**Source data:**
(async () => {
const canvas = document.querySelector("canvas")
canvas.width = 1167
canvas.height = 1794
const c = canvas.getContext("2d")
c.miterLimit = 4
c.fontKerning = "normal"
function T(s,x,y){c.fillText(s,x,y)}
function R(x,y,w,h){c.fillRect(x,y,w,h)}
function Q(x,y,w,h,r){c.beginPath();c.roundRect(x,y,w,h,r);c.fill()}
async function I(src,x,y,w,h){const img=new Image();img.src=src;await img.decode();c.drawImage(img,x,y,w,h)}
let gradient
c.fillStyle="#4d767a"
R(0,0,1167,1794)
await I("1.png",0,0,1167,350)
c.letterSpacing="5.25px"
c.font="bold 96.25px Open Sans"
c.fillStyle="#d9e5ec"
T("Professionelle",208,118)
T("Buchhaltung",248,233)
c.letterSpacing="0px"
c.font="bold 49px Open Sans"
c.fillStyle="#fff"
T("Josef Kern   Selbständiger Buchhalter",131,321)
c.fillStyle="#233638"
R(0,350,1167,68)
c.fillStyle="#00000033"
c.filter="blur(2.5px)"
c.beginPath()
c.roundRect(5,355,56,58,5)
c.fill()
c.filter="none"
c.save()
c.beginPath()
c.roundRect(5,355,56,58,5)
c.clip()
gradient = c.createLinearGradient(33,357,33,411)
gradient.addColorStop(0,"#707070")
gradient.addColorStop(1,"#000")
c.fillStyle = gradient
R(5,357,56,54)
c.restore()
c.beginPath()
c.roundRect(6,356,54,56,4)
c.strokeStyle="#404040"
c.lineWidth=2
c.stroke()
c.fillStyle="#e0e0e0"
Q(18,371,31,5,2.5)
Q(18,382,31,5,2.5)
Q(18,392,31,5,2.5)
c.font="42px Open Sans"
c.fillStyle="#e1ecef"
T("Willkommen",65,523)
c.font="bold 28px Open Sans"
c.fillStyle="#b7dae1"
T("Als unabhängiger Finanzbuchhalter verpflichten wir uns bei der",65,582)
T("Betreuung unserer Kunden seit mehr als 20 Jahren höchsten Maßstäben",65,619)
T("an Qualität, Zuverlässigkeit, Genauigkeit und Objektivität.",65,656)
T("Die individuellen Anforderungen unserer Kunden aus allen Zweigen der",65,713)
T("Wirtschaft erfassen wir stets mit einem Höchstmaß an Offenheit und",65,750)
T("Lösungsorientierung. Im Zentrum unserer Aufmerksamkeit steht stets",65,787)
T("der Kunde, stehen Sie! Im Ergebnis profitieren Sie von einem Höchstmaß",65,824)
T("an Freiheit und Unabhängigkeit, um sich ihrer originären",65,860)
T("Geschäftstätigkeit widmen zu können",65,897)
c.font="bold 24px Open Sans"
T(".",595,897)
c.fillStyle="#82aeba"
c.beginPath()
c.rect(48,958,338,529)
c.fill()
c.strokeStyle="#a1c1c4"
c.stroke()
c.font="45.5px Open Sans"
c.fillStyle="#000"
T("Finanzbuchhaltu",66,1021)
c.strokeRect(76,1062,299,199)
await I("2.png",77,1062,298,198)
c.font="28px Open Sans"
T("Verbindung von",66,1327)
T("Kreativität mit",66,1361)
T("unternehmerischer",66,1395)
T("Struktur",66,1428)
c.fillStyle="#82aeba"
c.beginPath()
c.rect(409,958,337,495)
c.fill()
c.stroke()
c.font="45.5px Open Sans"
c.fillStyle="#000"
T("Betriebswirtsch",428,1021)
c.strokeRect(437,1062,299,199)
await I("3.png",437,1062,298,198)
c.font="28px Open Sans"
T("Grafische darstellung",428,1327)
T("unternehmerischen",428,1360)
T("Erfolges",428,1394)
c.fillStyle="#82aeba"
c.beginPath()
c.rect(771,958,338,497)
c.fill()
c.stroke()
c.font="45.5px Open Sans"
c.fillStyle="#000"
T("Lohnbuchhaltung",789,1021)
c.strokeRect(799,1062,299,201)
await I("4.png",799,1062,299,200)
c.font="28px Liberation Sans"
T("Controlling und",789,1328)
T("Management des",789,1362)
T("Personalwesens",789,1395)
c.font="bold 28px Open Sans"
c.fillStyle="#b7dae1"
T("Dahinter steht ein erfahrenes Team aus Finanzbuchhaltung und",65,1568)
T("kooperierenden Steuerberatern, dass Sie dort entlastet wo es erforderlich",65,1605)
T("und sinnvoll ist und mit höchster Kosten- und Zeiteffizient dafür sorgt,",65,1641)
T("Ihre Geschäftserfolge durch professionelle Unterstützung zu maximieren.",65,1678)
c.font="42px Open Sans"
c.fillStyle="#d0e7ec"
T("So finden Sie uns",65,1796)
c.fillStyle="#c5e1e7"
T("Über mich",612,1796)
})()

**WORK INSTRUCTION:** Write out exactly the lines above from the line with "canvas.height = 1794" through the line with "let gradient", both of them included, and leave out all other lines.

**OUTPUT OF THE TASK:**
canvas.height = 1794
const c = canvas.getContext("2d")
c.miterLimit = 4
c.fontKerning = "normal"
function T(s,x,y){c.fillText(s,x,y)}
function R(x,y,w,h){c.fillRect(x,y,w,h)}
function Q(x,y,w,h,r){c.beginPath();c.roundRect(x,y,w,h,r);c.fill()}
async function I(src,x,y,w,h){const img=new Image();img.src=src;await img.decode();c.drawImage(img,x,y,w,h)}
let gradient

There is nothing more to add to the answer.